> [Work task] Where in the records does the word "Zakątek" occur? Copy each line in which it does.

Dataset entries:
——————
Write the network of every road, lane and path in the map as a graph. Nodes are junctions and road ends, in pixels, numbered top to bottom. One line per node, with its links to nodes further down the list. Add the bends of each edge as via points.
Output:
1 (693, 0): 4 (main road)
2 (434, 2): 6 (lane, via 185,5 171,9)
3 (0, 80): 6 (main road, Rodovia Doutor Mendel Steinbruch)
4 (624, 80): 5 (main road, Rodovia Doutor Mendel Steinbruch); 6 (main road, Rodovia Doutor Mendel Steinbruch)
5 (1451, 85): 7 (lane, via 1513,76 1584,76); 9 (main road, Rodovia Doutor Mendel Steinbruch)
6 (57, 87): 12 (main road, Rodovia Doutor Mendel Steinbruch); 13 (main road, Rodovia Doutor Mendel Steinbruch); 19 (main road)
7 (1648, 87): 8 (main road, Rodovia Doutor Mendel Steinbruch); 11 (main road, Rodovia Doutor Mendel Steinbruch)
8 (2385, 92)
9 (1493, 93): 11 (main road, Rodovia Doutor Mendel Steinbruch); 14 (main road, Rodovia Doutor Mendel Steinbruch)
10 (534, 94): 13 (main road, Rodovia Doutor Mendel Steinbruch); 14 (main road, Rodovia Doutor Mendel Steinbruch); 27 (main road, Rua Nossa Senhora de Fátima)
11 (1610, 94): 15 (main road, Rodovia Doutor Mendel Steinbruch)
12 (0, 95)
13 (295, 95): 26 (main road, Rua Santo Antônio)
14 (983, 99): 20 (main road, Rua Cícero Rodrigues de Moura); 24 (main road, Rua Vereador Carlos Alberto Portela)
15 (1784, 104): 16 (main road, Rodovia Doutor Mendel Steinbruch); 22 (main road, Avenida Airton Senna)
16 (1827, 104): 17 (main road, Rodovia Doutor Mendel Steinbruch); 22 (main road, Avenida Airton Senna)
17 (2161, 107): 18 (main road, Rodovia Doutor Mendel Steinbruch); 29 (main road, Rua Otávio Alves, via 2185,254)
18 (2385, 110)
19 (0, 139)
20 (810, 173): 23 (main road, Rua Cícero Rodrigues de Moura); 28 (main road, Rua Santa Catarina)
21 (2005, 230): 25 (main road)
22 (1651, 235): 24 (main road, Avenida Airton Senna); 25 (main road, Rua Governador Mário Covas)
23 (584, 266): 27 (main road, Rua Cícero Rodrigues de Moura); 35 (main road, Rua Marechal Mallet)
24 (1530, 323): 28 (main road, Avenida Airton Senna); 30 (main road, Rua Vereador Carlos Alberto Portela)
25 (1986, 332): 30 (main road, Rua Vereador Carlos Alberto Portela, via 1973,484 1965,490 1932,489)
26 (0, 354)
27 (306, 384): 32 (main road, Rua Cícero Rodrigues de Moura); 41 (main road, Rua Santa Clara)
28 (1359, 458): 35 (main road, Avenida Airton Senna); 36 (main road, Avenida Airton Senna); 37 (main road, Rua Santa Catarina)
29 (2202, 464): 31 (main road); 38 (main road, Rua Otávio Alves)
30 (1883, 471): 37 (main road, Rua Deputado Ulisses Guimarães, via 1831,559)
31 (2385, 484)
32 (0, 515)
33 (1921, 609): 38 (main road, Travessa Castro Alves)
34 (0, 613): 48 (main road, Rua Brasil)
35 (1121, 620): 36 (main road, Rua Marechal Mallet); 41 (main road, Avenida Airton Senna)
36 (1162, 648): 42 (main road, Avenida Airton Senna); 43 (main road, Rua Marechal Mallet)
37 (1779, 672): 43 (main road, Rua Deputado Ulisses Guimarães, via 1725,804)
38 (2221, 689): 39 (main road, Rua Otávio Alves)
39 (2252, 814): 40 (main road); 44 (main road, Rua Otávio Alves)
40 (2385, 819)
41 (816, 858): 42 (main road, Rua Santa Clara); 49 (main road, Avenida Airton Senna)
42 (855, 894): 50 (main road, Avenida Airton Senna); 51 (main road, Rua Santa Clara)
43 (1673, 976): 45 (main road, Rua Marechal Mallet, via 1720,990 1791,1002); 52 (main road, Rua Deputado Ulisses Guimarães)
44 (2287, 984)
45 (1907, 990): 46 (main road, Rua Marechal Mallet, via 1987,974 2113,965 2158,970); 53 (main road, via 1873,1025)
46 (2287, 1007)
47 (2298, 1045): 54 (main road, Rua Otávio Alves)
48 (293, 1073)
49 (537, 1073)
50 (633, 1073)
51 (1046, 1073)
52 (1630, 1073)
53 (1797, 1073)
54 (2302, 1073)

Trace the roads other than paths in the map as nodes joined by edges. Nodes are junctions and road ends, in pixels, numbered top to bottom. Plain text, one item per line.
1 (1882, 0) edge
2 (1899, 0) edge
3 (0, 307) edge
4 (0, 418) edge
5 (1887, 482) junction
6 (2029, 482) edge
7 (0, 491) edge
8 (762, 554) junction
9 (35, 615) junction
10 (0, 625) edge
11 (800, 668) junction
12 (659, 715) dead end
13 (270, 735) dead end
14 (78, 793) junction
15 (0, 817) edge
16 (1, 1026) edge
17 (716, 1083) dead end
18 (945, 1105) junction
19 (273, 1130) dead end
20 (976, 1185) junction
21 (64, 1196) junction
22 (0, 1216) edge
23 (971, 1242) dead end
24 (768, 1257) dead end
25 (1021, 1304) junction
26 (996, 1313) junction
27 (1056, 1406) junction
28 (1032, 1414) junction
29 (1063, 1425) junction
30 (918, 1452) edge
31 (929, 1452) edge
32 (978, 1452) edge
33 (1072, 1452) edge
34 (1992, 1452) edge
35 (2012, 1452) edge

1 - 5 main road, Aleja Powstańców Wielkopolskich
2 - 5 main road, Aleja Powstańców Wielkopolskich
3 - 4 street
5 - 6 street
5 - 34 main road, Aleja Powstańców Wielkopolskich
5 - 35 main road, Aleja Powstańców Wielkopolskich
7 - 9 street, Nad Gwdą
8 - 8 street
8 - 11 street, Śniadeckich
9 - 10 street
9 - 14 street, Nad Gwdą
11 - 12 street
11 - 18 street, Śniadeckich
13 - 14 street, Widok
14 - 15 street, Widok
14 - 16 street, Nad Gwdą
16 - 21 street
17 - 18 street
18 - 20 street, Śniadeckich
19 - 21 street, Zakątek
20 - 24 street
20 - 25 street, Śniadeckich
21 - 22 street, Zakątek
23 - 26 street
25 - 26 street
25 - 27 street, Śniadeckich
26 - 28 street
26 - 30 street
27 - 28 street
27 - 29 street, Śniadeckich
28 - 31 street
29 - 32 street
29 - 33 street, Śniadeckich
——————
> [Response]
19 - 21 street, Zakątek
21 - 22 street, Zakątek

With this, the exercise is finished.